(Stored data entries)
----------------------------------------

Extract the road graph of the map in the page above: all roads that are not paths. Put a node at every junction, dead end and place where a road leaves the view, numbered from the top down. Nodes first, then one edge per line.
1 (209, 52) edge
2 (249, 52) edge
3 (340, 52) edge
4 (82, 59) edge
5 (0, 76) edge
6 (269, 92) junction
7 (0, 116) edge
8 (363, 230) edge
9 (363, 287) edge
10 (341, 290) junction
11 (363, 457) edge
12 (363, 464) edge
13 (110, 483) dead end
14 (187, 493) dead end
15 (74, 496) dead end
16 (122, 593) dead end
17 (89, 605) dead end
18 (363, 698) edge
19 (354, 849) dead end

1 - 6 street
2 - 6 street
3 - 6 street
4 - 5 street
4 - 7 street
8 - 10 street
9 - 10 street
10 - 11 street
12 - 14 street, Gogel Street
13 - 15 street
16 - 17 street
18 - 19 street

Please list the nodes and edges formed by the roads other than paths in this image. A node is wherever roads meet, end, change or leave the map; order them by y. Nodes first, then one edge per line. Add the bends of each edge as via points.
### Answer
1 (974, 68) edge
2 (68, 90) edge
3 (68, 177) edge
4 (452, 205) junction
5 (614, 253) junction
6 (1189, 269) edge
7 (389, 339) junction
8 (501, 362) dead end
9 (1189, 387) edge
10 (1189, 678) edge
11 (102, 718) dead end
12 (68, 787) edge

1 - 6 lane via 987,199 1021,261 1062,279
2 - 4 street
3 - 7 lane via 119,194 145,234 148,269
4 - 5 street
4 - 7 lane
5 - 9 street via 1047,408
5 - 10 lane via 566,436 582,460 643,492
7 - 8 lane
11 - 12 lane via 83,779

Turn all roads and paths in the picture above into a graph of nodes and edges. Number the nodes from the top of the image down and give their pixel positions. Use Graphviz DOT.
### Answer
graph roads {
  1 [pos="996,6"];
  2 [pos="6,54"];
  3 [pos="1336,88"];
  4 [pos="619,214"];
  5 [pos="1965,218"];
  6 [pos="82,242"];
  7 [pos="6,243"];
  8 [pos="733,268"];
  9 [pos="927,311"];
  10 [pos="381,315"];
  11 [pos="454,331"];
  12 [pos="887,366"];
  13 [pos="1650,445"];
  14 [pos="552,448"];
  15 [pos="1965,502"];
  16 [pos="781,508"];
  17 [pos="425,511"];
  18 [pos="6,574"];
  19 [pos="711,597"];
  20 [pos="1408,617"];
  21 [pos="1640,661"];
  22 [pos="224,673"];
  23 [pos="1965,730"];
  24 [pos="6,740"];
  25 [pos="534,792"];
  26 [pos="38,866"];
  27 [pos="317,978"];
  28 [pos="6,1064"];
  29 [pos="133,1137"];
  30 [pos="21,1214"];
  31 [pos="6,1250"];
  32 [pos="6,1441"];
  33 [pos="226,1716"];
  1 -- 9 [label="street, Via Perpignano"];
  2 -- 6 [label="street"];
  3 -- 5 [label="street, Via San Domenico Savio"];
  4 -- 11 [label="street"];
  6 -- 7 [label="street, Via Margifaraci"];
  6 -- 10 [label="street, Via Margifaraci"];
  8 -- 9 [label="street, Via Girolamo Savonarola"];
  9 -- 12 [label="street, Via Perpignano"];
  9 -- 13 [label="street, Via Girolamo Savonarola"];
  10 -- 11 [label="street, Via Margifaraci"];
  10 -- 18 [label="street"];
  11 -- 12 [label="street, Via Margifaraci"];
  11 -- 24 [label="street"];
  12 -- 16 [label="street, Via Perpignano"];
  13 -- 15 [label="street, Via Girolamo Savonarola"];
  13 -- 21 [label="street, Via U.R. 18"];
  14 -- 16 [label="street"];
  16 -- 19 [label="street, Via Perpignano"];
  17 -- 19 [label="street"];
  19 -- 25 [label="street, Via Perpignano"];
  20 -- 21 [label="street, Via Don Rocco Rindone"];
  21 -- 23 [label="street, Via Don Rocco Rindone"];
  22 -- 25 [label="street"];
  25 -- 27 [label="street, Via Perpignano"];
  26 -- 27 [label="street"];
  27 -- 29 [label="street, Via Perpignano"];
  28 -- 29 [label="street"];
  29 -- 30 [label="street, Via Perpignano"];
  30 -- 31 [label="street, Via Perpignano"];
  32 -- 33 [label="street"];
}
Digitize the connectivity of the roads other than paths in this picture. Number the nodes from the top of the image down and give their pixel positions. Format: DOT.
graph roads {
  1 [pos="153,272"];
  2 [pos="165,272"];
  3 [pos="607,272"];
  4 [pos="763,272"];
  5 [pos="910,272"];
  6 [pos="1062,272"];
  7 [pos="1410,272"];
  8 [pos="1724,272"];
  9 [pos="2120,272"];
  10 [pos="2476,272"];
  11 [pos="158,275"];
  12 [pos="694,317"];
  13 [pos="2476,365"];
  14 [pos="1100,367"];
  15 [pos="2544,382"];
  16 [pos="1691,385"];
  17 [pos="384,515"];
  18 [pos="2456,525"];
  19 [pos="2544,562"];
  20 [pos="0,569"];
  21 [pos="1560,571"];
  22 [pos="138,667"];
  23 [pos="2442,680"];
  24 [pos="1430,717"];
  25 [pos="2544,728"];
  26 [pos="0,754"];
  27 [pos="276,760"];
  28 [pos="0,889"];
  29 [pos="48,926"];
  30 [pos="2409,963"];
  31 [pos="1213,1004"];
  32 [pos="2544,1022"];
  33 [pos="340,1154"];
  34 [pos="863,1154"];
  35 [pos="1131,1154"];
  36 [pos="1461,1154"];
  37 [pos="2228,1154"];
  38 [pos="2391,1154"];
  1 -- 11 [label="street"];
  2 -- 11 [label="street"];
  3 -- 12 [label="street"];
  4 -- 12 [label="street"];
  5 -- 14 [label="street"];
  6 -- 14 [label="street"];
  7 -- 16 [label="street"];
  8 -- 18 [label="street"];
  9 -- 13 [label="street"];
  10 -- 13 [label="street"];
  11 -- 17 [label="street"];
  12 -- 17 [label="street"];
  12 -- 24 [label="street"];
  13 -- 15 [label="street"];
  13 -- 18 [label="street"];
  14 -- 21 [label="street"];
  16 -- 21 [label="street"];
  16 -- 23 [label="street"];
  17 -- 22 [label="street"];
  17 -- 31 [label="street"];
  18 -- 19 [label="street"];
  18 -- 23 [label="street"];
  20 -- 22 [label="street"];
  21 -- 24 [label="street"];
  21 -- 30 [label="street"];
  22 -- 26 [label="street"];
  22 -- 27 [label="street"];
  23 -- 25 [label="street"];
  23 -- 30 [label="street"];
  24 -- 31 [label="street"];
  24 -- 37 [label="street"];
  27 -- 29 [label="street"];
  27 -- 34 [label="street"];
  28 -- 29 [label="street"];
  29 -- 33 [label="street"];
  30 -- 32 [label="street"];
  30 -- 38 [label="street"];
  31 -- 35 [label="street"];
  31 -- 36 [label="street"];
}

----------------------------------------

▶ Description of the task: Each entry above is to be copied out exactly as written.

▶ Problem solution:
Extract the road graph of the map in the page above: all roads that are not paths. Put a node at every junction, dead end and place where a road leaves the view, numbered from the top down. Nodes first, then one edge per line.
1 (209, 52) edge
2 (249, 52) edge
3 (340, 52) edge
4 (82, 59) edge
5 (0, 76) edge
6 (269, 92) junction
7 (0, 116) edge
8 (363, 230) edge
9 (363, 287) edge
10 (341, 290) junction
11 (363, 457) edge
12 (363, 464) edge
13 (110, 483) dead end
14 (187, 493) dead end
15 (74, 496) dead end
16 (122, 593) dead end
17 (89, 605) dead end
18 (363, 698) edge
19 (354, 849) dead end

1 - 6 street
2 - 6 street
3 - 6 street
4 - 5 street
4 - 7 street
8 - 10 street
9 - 10 street
10 - 11 street
12 - 14 street, Gogel Street
13 - 15 street
16 - 17 street
18 - 19 street

Please list the nodes and edges formed by the roads other than paths in this image. A node is wherever roads meet, end, change or leave the map; order them by y. Nodes first, then one edge per line. Add the bends of each edge as via points.
### Answer
1 (974, 68) edge
2 (68, 90) edge
3 (68, 177) edge
4 (452, 205) junction
5 (614, 253) junction
6 (1189, 269) edge
7 (389, 339) junction
8 (501, 362) dead end
9 (1189, 387) edge
10 (1189, 678) edge
11 (102, 718) dead end
12 (68, 787) edge

1 - 6 lane via 987,199 1021,261 1062,279
2 - 4 street
3 - 7 lane via 119,194 145,234 148,269
4 - 5 street
4 - 7 lane
5 - 9 street via 1047,408
5 - 10 lane via 566,436 582,460 643,492
7 - 8 lane
11 - 12 lane via 83,779

Turn all roads and paths in the picture above into a graph of nodes and edges. Number the nodes from the top of the image down and give their pixel positions. Use Graphviz DOT.
### Answer
graph roads {
  1 [pos="996,6"];
  2 [pos="6,54"];
  3 [pos="1336,88"];
  4 [pos="619,214"];
  5 [pos="1965,218"];
  6 [pos="82,242"];
  7 [pos="6,243"];
  8 [pos="733,268"];
  9 [pos="927,311"];
  10 [pos="381,315"];
  11 [pos="454,331"];
  12 [pos="887,366"];
  13 [pos="1650,445"];
  14 [pos="552,448"];
  15 [pos="1965,502"];
  16 [pos="781,508"];
  17 [pos="425,511"];
  18 [pos="6,574"];
  19 [pos="711,597"];
  20 [pos="1408,617"];
  21 [pos="1640,661"];
  22 [pos="224,673"];
  23 [pos="1965,730"];
  24 [pos="6,740"];
  25 [pos="534,792"];
  26 [pos="38,866"];
  27 [pos="317,978"];
  28 [pos="6,1064"];
  29 [pos="133,1137"];
  30 [pos="21,1214"];
  31 [pos="6,1250"];
  32 [pos="6,1441"];
  33 [pos="226,1716"];
  1 -- 9 [label="street, Via Perpignano"];
  2 -- 6 [label="street"];
  3 -- 5 [label="street, Via San Domenico Savio"];
  4 -- 11 [label="street"];
  6 -- 7 [label="street, Via Margifaraci"];
  6 -- 10 [label="street, Via Margifaraci"];
  8 -- 9 [label="street, Via Girolamo Savonarola"];
  9 -- 12 [label="street, Via Perpignano"];
  9 -- 13 [label="street, Via Girolamo Savonarola"];
  10 -- 11 [label="street, Via Margifaraci"];
  10 -- 18 [label="street"];
  11 -- 12 [label="street, Via Margifaraci"];
  11 -- 24 [label="street"];
  12 -- 16 [label="street, Via Perpignano"];
  13 -- 15 [label="street, Via Girolamo Savonarola"];
  13 -- 21 [label="street, Via U.R. 18"];
  14 -- 16 [label="street"];
  16 -- 19 [label="street, Via Perpignano"];
  17 -- 19 [label="street"];
  19 -- 25 [label="street, Via Perpignano"];
  20 -- 21 [label="street, Via Don Rocco Rindone"];
  21 -- 23 [label="street, Via Don Rocco Rindone"];
  22 -- 25 [label="street"];
  25 -- 27 [label="street, Via Perpignano"];
  26 -- 27 [label="street"];
  27 -- 29 [label="street, Via Perpignano"];
  28 -- 29 [label="street"];
  29 -- 30 [label="street, Via Perpignano"];
  30 -- 31 [label="street, Via Perpignano"];
  32 -- 33 [label="street"];
}
Digitize the connectivity of the roads other than paths in this picture. Number the nodes from the top of the image down and give their pixel positions. Format: DOT.
graph roads {
  1 [pos="153,272"];
  2 [pos="165,272"];
  3 [pos="607,272"];
  4 [pos="763,272"];
  5 [pos="910,272"];
  6 [pos="1062,272"];
  7 [pos="1410,272"];
  8 [pos="1724,272"];
  9 [pos="2120,272"];
  10 [pos="2476,272"];
  11 [pos="158,275"];
  12 [pos="694,317"];
  13 [pos="2476,365"];
  14 [pos="1100,367"];
  15 [pos="2544,382"];
  16 [pos="1691,385"];
  17 [pos="384,515"];
  18 [pos="2456,525"];
  19 [pos="2544,562"];
  20 [pos="0,569"];
  21 [pos="1560,571"];
  22 [pos="138,667"];
  23 [pos="2442,680"];
  24 [pos="1430,717"];
  25 [pos="2544,728"];
  26 [pos="0,754"];
  27 [pos="276,760"];
  28 [pos="0,889"];
  29 [pos="48,926"];
  30 [pos="2409,963"];
  31 [pos="1213,1004"];
  32 [pos="2544,1022"];
  33 [pos="340,1154"];
  34 [pos="863,1154"];
  35 [pos="1131,1154"];
  36 [pos="1461,1154"];
  37 [pos="2228,1154"];
  38 [pos="2391,1154"];
  1 -- 11 [label="street"];
  2 -- 11 [label="street"];
  3 -- 12 [label="street"];
  4 -- 12 [label="street"];
  5 -- 14 [label="street"];
  6 -- 14 [label="street"];
  7 -- 16 [label="street"];
  8 -- 18 [label="street"];
  9 -- 13 [label="street"];
  10 -- 13 [label="street"];
  11 -- 17 [label="street"];
  12 -- 17 [label="street"];
  12 -- 24 [label="street"];
  13 -- 15 [label="street"];
  13 -- 18 [label="street"];
  14 -- 21 [label="street"];
  16 -- 21 [label="street"];
  16 -- 23 [label="street"];
  17 -- 22 [label="street"];
  17 -- 31 [label="street"];
  18 -- 19 [label="street"];
  18 -- 23 [label="street"];
  20 -- 22 [label="street"];
  21 -- 24 [label="street"];
  21 -- 30 [label="street"];
  22 -- 26 [label="street"];
  22 -- 27 [label="street"];
  23 -- 25 [label="street"];
  23 -- 30 [label="street"];
  24 -- 31 [label="street"];
  24 -- 37 [label="street"];
  27 -- 29 [label="street"];
  27 -- 34 [label="street"];
  28 -- 29 [label="street"];
  29 -- 33 [label="street"];
  30 -- 32 [label="street"];
  30 -- 38 [label="street"];
  31 -- 35 [label="street"];
  31 -- 36 [label="street"];
}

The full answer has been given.